The James and Grace Lee Boggs Center

View Original

Small Victory, New Questions

People in Michigan can celebrate a small victory this week as public outcry forced the state legislature to scale back its latest attack on local government. The Emergency Management Team provision was withdrawn in the series of bills aimed at pension finances. The proposed package of bills sponsored by right-wing Republicans to deal with pension commitments would have established a new level of emergency financial managers, setting aside basic local control in the name of financial responsibility. Both Democrats and moderate Republicans balked at the provision, acknowledging the new legislation was more emergency management by a not very different name. Since the disaster in Flint, Emergency Management by any name has not been a popular idea. So the provisions attempting to expand this were withdrawn.  Few elected officials are willing to support extending Emergency Managers.

But this is a small victory surrounded by larger questions.  Embedded in the issue of emergency management is the deeply held right-wing belief that democracy is incompatible with responsible choices.  Local control of local decisions does not matter, they argue. In fact, it is the official position of these right-wing extremists that people have no right to local self-government. This is evident in the continual pursuit of Emergency Managers to replace locally elected governments. Those who lost this time have pledged by to keep the effort to establish emergency management teams alive.
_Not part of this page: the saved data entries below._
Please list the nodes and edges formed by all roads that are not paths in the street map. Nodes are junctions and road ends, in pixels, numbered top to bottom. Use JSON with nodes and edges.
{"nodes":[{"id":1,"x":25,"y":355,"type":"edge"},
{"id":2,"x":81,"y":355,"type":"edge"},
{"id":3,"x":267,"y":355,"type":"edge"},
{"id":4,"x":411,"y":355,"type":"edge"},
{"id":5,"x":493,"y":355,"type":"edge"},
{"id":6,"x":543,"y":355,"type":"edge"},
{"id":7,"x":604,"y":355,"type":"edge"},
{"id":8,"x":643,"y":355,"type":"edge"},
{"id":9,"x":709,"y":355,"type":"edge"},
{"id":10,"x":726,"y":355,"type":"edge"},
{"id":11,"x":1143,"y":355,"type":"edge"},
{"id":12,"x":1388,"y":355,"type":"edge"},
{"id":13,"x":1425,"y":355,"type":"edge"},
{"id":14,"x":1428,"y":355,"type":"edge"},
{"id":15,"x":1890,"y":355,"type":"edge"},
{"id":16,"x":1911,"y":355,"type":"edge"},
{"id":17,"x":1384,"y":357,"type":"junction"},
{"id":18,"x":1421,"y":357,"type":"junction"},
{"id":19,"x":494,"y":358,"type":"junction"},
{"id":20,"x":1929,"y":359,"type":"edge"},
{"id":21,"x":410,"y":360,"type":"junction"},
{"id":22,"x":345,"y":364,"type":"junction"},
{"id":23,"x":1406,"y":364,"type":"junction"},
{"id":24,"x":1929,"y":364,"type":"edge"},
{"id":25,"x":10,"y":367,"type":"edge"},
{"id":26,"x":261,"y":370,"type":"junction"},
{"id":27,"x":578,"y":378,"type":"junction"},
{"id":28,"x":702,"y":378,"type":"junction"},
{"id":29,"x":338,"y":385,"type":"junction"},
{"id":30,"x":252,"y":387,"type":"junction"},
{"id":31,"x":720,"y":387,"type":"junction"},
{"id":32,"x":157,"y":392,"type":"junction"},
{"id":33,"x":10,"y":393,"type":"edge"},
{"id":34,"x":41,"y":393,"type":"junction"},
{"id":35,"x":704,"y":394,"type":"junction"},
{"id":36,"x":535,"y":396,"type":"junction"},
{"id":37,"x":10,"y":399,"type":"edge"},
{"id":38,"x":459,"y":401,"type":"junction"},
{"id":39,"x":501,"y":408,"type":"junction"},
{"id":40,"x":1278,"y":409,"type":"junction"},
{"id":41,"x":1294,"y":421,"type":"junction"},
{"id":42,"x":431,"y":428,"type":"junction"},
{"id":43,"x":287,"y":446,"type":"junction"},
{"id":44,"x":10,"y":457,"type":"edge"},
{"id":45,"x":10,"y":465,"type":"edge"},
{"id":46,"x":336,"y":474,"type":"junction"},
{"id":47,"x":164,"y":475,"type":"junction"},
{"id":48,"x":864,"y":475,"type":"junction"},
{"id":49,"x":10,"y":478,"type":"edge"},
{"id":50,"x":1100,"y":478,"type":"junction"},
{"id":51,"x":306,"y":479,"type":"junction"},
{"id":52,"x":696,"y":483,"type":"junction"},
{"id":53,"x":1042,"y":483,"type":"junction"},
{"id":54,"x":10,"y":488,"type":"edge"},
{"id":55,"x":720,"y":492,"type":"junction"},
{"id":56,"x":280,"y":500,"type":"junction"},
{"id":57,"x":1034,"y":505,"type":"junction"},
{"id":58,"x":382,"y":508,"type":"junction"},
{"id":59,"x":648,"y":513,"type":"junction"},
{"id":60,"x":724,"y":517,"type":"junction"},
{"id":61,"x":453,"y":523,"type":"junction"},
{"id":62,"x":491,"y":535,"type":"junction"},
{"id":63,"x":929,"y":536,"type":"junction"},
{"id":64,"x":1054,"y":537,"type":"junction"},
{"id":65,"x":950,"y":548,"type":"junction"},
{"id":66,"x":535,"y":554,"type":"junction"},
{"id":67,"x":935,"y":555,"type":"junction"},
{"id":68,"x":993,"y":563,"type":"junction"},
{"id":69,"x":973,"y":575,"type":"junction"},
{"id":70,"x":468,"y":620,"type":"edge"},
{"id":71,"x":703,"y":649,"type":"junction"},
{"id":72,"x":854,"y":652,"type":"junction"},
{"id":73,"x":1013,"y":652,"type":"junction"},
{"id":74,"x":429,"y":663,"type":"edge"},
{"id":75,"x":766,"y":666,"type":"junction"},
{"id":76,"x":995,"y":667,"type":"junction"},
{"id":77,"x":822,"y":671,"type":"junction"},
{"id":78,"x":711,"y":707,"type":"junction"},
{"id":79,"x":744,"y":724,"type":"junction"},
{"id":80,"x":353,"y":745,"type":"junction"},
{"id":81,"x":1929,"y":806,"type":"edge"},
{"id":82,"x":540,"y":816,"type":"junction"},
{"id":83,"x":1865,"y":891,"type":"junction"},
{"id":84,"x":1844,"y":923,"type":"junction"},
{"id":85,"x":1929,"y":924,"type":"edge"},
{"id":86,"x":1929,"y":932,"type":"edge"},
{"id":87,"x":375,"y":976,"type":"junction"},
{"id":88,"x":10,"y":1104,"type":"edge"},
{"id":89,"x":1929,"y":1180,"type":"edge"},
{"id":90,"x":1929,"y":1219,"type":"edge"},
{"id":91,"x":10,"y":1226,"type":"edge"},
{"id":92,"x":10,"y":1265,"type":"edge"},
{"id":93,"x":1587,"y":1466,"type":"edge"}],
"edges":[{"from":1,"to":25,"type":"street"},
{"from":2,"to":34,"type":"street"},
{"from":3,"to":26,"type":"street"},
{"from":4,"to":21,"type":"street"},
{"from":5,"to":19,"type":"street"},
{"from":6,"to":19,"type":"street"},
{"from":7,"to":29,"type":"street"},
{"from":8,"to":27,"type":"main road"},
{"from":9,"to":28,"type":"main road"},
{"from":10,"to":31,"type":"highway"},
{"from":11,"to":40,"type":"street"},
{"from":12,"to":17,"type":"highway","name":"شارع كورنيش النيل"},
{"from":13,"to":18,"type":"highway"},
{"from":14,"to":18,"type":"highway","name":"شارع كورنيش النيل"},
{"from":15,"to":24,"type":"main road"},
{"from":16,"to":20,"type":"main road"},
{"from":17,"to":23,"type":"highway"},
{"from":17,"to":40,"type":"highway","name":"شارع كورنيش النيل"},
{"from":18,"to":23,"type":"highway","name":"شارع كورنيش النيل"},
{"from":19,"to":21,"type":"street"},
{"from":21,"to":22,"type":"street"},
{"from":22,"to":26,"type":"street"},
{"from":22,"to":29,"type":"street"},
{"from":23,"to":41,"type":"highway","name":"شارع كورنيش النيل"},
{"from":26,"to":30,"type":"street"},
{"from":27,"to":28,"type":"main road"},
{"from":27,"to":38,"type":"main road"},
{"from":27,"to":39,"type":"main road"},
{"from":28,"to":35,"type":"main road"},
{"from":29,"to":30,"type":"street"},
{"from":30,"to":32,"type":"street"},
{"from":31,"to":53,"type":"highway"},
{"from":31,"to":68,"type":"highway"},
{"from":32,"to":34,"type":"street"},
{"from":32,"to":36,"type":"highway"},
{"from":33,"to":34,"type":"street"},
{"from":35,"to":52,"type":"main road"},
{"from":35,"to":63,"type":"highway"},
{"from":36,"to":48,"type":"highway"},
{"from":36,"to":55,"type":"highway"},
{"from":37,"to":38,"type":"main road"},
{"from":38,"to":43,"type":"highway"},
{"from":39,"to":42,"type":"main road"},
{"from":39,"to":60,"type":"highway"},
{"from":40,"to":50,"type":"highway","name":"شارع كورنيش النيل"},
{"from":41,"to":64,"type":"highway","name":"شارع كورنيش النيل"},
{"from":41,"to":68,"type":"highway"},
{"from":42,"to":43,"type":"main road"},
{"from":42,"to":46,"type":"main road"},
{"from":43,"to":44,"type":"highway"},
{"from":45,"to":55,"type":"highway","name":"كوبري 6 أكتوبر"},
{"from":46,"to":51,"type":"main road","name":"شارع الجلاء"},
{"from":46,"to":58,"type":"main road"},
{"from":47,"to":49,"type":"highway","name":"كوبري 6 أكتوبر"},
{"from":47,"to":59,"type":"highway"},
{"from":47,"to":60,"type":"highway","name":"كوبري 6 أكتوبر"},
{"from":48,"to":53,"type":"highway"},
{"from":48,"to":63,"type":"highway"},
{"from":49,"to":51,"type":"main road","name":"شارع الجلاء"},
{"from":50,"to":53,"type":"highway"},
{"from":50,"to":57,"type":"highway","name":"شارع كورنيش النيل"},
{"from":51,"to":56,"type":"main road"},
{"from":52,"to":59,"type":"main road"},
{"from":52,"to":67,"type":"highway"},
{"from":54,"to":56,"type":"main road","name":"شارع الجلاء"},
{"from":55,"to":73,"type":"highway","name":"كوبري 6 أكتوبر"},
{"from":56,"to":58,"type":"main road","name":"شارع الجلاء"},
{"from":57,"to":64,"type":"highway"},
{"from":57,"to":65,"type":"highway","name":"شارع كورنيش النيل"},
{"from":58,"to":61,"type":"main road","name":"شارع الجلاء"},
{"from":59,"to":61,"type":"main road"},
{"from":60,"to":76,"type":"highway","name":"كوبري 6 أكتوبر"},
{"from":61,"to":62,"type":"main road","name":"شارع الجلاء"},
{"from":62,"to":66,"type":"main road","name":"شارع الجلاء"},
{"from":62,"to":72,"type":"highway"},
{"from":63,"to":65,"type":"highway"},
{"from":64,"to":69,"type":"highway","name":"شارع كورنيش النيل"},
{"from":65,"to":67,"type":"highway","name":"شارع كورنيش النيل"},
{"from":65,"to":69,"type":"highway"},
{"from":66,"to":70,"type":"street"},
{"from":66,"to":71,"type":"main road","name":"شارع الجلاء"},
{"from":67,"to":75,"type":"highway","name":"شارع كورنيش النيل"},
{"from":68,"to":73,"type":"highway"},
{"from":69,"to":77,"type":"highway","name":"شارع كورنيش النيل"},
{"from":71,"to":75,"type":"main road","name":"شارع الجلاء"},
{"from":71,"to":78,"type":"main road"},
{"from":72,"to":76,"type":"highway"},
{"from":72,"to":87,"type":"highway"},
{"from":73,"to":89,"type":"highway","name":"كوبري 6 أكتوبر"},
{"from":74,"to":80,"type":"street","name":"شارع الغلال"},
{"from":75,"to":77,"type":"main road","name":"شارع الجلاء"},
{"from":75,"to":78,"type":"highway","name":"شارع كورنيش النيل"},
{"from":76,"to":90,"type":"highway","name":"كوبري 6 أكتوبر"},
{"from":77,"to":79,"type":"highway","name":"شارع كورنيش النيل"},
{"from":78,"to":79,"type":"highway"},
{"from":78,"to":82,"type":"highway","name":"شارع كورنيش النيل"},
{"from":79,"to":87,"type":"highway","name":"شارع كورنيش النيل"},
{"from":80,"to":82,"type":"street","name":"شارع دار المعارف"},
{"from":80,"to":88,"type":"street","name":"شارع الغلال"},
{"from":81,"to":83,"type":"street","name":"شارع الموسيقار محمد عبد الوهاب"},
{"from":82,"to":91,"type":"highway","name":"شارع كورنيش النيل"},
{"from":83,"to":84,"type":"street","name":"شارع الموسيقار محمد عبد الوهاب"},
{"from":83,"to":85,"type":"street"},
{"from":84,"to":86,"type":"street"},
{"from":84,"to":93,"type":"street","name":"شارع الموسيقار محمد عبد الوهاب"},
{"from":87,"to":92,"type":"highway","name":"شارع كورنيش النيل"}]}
They are supported by the right-wing analysis that infuses all levels of government these days.  Last spring three Republican-appointed justices to the US Sixth Circuit Court of Appeals upheld Emergency Managers, finding them a constitutional exercise of authority. Judge John M. Rogers, a George W. Bush appointee, wrote that it “undoubtedly is a legitimate legislative purpose” for the governor to be given authority to appoint emergency managers with broad authority to run communities and school districts. The decision affirmed Bill Schuette’s bold assertion that people simply “do not have a Constitutional right to local self-government.”

Undergirding this thinking is the belief that local financial distress is the result of mismanagement by local officials. Rogers wrote in his opinion, “The solvency of a local government is the result of the management of the finances of that government,” Or mismanagement. In this perspective, if local governments face financial difficulties it is because elected officials haven’t made the necessary decisions to “discipline” aggressive unions and public employees. They have bowed to political pressures. Or they were just plain corrupt.

Notions of mismanagement and corruption are widely held by the right-wing to be endemic to communities governed by African Americans. As the Center for Constitutional Law pointed out, "Since 2013, at one point or another, 56% of the black population of the state of Michigan has lived under emergency management." Meanwhile, just three percent of the white population has endured these circumstances.

This racialized blaming of local officials evades fundamental, systemic problems in financing local governments. As a recent report from the Michigan Municipal League argued, “We have built an unsustainable method for funding local government, and unless the administration and Legislature take steps to correct it, we will be damning Michigan’s future.” The report concludes, “We must reevaluate how we fund the services that matter most and back it with the resources needed to create places that people want. “

The beginning of this reevaluation is a conversation about the intricate connection between democracy and the places where we live. How do we make meaningful decisions? Who is responsible? What are the values that govern our choices? In pursuing these questions we will find our way to a deeper understanding of why cities, communities, and people matter.